On 12/12/24 16:38, Janne Johansson wrote:
>> and things like that. In Java, we always had some CI server checking
>> various design guidelines like
>>
>> A method should have only one return statement.
>>
>> and things like this. In C this is very different due to e.g. lack of
>> exceptions and so. I am still failing to find semantic design guidelines
>> or best practices documentation for C which I believe OpenBSD developers
>> adhere to but never documented them somewhere. Could you please point me
>> to some documentation regarding this? Thank you.
> 
> I think there was some codified "rules" in the old C-lint but as
> compilers grew better and less code (at least the native obsd code at
> that) showed issues that the linters could find, it was eventually
> removed. Stuff like "don't use gets(), sprintf(), strcpy()" is a rule
> that is enforced by the linker complaining as soon as someone uses
> such unsafe interfaces, combined with at least the kernel being built
> with -Wall -Werror to make sure the user is notified as soon as known
> bad constructs are added.
> 
> Other "rules" like "put large local vars before smaller data types in
> functions or structs" is seen if you read a lot of OpenBSD code, but
> is probably more of an optimization to spill less dummy bytes than a
> fixed rule, though for 64 bit arches, not having to step over single
> bytes to access a 64bit entity in a packed struct may or may not be a
> problem for strict arches, but it is so easy to avoid by having larger
> first and smaller later that it is just how it is done.
> 
> I don't think there will be a good complete set of semantic rules,
> somewhat due to lots of code being of different authors and ages, but
> also because if there had to be rules, it would more be "learn the
> environment you code in" than something like "don't use goto". The
> latter is easy to state, and easy to "test for" using scripts and
> programs, but the former has far more value in making your code
> better.
> 

I am quite tired now and will need some sleep.
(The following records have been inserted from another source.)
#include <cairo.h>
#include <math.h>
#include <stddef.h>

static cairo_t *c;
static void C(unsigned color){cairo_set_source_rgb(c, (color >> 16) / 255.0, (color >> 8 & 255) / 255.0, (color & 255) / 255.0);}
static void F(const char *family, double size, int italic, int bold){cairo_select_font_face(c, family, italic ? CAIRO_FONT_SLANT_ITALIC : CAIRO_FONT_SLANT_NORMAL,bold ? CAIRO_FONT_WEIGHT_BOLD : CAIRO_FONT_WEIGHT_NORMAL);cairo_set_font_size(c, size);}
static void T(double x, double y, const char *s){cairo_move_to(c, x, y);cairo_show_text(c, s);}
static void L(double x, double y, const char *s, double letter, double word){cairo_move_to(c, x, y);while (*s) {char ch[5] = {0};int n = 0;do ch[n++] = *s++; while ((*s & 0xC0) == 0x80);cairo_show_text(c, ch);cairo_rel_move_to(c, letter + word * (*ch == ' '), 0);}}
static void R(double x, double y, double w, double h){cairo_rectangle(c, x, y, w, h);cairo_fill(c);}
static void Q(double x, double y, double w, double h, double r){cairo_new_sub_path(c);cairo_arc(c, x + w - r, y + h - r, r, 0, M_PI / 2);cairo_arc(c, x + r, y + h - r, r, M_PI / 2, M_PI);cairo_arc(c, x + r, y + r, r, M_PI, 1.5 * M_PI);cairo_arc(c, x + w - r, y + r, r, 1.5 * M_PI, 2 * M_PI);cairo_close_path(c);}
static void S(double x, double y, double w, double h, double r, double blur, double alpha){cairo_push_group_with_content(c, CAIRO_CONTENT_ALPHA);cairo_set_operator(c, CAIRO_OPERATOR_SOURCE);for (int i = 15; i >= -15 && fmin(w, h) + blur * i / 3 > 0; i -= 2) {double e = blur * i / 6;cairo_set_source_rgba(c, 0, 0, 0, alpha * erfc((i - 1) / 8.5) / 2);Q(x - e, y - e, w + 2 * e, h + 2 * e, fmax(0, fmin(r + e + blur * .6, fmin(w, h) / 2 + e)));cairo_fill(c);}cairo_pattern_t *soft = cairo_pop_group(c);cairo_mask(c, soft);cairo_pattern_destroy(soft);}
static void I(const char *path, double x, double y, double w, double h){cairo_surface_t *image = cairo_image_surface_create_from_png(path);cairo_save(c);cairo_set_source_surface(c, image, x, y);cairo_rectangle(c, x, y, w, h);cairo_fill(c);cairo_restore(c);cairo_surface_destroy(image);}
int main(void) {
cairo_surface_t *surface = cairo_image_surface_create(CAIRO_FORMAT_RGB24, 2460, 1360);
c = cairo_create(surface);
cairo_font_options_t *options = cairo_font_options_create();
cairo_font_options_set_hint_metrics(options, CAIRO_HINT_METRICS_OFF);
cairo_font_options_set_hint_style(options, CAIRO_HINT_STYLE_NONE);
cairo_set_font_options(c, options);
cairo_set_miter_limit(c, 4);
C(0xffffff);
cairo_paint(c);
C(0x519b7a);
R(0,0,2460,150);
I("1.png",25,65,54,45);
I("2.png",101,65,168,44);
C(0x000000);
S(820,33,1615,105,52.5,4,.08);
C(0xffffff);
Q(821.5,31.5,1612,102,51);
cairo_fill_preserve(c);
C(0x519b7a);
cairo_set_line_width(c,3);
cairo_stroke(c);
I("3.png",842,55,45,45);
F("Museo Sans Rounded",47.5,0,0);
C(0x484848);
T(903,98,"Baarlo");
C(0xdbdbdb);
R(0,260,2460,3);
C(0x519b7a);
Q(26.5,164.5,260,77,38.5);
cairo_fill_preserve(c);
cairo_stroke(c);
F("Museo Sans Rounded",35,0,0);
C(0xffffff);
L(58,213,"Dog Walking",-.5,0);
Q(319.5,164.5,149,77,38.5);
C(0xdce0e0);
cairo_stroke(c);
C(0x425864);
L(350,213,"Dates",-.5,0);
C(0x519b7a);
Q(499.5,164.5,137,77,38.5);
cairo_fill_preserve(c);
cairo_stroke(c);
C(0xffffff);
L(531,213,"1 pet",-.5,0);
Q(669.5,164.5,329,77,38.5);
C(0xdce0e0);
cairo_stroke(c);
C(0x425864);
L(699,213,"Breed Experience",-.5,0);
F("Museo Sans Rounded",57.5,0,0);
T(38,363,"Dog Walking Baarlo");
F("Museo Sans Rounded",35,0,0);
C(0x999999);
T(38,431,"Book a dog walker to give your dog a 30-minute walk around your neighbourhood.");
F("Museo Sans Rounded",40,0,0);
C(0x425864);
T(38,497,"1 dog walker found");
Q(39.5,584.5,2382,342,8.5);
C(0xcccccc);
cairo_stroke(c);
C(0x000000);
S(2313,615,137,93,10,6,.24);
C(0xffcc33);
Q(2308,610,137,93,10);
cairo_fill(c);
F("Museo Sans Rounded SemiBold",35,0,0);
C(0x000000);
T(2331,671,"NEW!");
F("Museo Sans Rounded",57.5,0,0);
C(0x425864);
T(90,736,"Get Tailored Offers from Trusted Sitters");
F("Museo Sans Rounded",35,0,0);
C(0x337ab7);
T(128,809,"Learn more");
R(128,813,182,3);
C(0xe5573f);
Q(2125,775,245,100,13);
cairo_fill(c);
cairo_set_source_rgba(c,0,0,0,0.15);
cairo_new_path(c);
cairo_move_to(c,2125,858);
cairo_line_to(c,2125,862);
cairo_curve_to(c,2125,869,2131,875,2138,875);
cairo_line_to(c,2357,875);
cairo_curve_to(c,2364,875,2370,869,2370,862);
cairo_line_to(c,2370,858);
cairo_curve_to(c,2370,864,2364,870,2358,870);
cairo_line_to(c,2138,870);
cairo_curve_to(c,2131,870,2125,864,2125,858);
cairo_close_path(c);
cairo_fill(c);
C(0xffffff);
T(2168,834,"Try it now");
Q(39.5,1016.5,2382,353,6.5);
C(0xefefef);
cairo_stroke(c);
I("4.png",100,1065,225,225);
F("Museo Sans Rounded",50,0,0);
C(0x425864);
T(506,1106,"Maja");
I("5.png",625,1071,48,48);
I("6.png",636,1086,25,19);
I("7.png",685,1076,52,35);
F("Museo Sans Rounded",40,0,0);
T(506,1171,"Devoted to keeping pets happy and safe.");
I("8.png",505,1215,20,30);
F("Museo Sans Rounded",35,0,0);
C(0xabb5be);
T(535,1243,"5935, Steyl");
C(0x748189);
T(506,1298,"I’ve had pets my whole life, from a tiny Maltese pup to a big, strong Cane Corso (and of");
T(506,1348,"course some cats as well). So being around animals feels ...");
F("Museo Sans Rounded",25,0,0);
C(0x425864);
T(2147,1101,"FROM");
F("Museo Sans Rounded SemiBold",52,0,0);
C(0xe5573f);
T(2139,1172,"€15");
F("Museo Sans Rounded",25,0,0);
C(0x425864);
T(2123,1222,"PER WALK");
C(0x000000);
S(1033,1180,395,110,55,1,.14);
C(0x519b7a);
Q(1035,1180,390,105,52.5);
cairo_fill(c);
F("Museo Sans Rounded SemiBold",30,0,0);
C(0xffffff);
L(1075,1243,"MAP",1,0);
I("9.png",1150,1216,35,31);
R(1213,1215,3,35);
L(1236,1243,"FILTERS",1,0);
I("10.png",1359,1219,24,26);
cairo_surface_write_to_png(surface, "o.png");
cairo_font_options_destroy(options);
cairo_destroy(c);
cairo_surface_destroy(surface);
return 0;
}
I will try to come up
with an example the next day. One using pointer syntax and a while loop
and one using array syntax and a for loop. The first will make the
compiler produce something similar to what I would have written in
assembly directly. The latter will magically make the compiler start
generating SIMD instructions. I may be very wrong about this and things
just happened out of luck, but I'll give it a try the next day and
report back. Those linker warnings about using questionable functions
are of great help already, but this is not what I am heading after. Lets
see if I can come up with an example tomorrow.